Sebelum dibawa ke Jotunheim, Zhou Yang punya banyak bisnis di Amerika. Karena identitasnya harus disembunyikan, ia menunjuk seorang agen untuk mengelola semuanya.

Namun Zhou Yang belum pernah menghubungi agen itu, tidak tahu bagaimana keadaannya sekarang.

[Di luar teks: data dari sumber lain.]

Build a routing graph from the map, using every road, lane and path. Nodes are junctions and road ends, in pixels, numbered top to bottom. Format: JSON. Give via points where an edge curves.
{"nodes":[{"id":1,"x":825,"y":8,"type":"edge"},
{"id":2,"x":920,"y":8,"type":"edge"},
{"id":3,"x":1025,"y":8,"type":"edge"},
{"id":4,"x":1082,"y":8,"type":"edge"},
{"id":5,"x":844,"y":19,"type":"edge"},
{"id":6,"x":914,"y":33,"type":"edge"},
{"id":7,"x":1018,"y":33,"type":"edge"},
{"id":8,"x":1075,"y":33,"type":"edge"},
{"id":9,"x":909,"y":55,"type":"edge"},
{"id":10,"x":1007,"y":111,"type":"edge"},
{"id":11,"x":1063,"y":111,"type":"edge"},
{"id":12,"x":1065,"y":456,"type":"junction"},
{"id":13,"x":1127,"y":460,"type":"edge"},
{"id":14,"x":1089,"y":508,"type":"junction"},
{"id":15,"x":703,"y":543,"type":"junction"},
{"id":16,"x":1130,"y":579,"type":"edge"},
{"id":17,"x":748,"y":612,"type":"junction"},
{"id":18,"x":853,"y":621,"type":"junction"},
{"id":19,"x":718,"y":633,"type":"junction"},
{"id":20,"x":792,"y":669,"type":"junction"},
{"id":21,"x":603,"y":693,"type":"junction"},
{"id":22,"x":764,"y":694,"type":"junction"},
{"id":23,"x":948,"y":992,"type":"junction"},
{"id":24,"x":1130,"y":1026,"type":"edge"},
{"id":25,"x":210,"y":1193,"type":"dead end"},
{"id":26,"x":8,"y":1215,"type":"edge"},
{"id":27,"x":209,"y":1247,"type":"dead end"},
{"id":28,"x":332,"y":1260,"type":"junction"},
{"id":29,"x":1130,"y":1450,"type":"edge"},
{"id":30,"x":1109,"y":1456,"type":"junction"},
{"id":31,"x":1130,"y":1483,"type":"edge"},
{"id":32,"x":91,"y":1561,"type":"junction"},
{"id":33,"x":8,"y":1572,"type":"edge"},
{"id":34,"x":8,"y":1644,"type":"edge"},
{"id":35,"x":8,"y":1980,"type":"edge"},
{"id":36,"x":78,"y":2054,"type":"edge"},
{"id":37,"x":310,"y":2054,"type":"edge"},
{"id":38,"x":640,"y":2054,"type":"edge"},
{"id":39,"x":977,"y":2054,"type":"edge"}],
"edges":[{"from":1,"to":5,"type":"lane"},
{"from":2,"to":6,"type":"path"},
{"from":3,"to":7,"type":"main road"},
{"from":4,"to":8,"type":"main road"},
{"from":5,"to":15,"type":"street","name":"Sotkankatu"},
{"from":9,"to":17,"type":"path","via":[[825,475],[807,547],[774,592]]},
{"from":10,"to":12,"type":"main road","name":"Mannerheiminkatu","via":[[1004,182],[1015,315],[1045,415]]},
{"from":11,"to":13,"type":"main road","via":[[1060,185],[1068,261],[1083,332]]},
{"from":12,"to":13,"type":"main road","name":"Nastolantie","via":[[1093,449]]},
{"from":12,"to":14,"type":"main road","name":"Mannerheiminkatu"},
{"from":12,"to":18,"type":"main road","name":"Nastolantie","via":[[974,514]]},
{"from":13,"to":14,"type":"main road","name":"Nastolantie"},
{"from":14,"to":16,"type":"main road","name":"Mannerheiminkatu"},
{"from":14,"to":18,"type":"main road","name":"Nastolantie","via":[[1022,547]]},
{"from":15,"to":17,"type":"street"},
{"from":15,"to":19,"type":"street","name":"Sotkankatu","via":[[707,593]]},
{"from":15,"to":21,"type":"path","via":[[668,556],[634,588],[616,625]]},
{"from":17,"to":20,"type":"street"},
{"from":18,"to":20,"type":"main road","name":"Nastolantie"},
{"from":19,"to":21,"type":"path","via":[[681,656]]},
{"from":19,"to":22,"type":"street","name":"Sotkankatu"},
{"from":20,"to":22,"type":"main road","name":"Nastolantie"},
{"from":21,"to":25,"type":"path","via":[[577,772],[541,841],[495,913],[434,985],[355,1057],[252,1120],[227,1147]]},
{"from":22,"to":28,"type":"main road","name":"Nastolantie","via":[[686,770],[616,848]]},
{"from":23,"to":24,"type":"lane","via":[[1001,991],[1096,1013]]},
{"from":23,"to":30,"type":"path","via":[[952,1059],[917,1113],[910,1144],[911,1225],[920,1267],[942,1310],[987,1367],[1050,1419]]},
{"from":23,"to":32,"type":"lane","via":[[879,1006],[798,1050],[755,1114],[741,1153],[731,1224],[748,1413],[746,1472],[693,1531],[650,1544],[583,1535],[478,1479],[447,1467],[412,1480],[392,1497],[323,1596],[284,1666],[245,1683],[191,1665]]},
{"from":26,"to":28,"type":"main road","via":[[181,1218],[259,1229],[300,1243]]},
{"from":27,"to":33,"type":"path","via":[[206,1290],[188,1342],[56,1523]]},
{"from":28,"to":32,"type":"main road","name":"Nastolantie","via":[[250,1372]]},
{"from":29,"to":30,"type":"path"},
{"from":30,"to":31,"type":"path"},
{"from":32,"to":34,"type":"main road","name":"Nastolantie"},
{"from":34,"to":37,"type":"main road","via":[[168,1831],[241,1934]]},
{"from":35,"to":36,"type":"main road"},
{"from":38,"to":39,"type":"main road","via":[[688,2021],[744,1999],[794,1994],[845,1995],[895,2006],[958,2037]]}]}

Selain itu, Zhou Yang punya kekuatan sendiri yang tersembunyi di sebuah pulau tak berpenghuni di Arktik. Pulau itu juga dikelola oleh seseorang, dan kedua pihak saling mengetahui. Zhou Yang menghilang begitu lama, tidak ada yang tahu apa yang terjadi.

Sekarang, Zhou Yang menghubungi pihak ketiga, yang paling ia percayai.

Bukan karena mereka sangat setia, tetapi Zhou Yang telah menutup semua jalan lain. Mereka sangat mengenal kekuatan Zhou Yang, dan rahasia yang ia pegang, sehingga sulit untuk mengkhianatinya, apalagi kekuatan yang mereka miliki tidak banyak.

Meskipun kekuatan mereka terbatas, identitas mereka sangat penting. Dengan dukungan Zhou Yang, mereka bahkan bisa mengambil alih kekuatan dari dua pihak lain melalui infiltrasi. Ini adalah langkah terakhir Zhou Yang, karena ketika Perang Dunia II berakhir, ia khawatir akan mengalami kejadian seperti Steve Rogers yang membeku atau Red Skull yang dipindahkan ke planet lain, maka ia sudah mempersiapkan semuanya. Tak disangka, ia selamat dari pertempuran besar, tapi justru dijebak oleh Heimdall.

Telepon terus berdering, tapi lama tak diangkat. Zhou Yang paham, ia sudah lama tidak memberi kabar, telepon masih aktif saja sudah bagus, tentu tidak ada yang selalu berjaga. Sepertinya ia harus menelepon beberapa kali.

Setelah menutup telepon, Zhou Yang baru menyadari Betty Ross menghilang. Tiba-tiba terdengar suara air dari kamar mandi, Betty Ross memang basah karena hujan tadi, jadi mandi adalah hal yang wajar. Hanya saja, Zhou Yang memang seorang lelaki, dan sudah puluhan tahun tidak melihat wanita.